Member of the Alberta Legislative Assembly for Edmonton-West Henday Edmonton-Meadowlark (2015-2019)
- In office May 5, 2015 – May 29, 2023
- Preceded by: Raj Sherman
- Succeeded by: Brooks Arcand-Paul

Personal details
- Born: December 2, 1991 (age 34) Saskatoon, Saskatchewan
- Party: Alberta New Democratic Party
- Occupation: Electrician

= Jon Carson =

Canadian politician

Jonathon Carson (born 1991) is a Canadian politician who was elected in the 2015 Alberta general election to the Legislative Assembly of Alberta representing the electoral district of Edmonton-Meadowlark. Jon was re-elected on April 16, 2019 as an MLA for Edmonton-West Henday.

== Personal life ==
Carson is a trained Electrician, studied at Northern Alberta Institute of Technology, first attaining a diploma in radio and television broadcasting, then later returning for an electrical apprenticeship.
After becoming MLA for Edmonton-Meadowlark, Carson moved into a condo in Spruce Grove. Carson was re-elected as an MLA for Edmonton-West Henday by a narrow margin over UCP candidate Nicole Williams in the 2019 Albertan general election.
He was appointed to be the Official Opposition Critic on Service Alberta in May 2019. In May 2022, Carson announced he would not seek re-election. He was succeeded by Brooks Arcand-Paul in the 2023 Alberta general election.

==Electoral history==

===2019 general election===

v; t; e; 2019 Alberta general election: Edmonton-West Henday
| Party | Candidate | Votes | % | ±% |
|  | New Democratic | Jon Carson | 8,820 | 44.08 | -16.16 |
|  | United Conservative | Nicole Williams | 8,302 | 41.49 | +8.53 |
|  | Alberta Party | Winston Leung | 2,337 | 11.68 | – |
|  | Liberal | Leah Mcrorie | 311 | 1.55 | -5.25 |
|  | Alberta Independence | Dave Bjorkman | 239 | 1.19 | – |
| Total |  |  | 20,009 | 99.28 | – |
| Rejected, spoiled and declined |  |  | 146 | 0.72 |
| Turnout |  |  | 20,155 | 66.00 |
| Eligible electors |  |  | 30,538 |
|  | New Democratic hold |  | Swing |  | -12.35 |
Source(s) Source: "45 - Edmonton-West Henday, 2019 Alberta general election". officialresults.elections.ab.ca. Elections Alberta. Retrieved May 21, 2020. Alberta. Chief Electoral Officer (2019). 2019 General Election. A Report of the Chief Electoral Officer. Volume II (PDF) (Report). Vol. 2. Edmonton, Alta.: Elections Alberta. pp. 176–179. ISBN 978-1-988620-12-1. Retrieved April 7, 2021.

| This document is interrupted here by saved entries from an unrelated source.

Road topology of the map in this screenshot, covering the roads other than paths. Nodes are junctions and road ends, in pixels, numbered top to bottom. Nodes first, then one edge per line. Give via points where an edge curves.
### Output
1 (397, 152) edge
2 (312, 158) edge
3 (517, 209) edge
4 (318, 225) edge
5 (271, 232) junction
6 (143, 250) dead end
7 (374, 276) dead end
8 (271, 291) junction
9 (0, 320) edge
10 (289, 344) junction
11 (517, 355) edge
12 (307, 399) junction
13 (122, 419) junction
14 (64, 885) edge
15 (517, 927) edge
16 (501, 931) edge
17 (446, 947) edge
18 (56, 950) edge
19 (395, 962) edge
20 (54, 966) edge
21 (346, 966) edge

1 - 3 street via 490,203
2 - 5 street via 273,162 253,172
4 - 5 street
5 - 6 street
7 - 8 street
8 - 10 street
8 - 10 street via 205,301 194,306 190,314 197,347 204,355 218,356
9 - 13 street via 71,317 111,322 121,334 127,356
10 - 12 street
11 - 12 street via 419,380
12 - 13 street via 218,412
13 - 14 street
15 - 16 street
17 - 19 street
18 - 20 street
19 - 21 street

===2015 general election===

v; t; e; 2015 Alberta general election: Edmonton-Meadowlark
| Party | Candidate | Votes | % | ±% |
|  | New Democratic | Jon Carson | 9,796 | 56.96% | 49.43% |
|  | Progressive Conservative | Katherine O'Neill | 3,924 | 22.82% | -11.85% |
|  | Wildrose | Amber Maze | 1,972 | 11.47% | -9.05% |
|  | Liberal | Dan Bildhauer | 1,507 | 8.76% | -26.72% |
| Total |  |  | 17,199 | – | – |
| Rejected, spoiled and declined |  |  | 57 | – | – |
| Eligible electors / turnout |  |  | 31,865 | 54.15% | 1.10% |
|  | New Democratic gain from Liberal |  | Swing |  | 16.66% |
Source(s) Source: "Elections Alberta 2015 General Election". Elections Alberta. Retrieved May 21, 2020.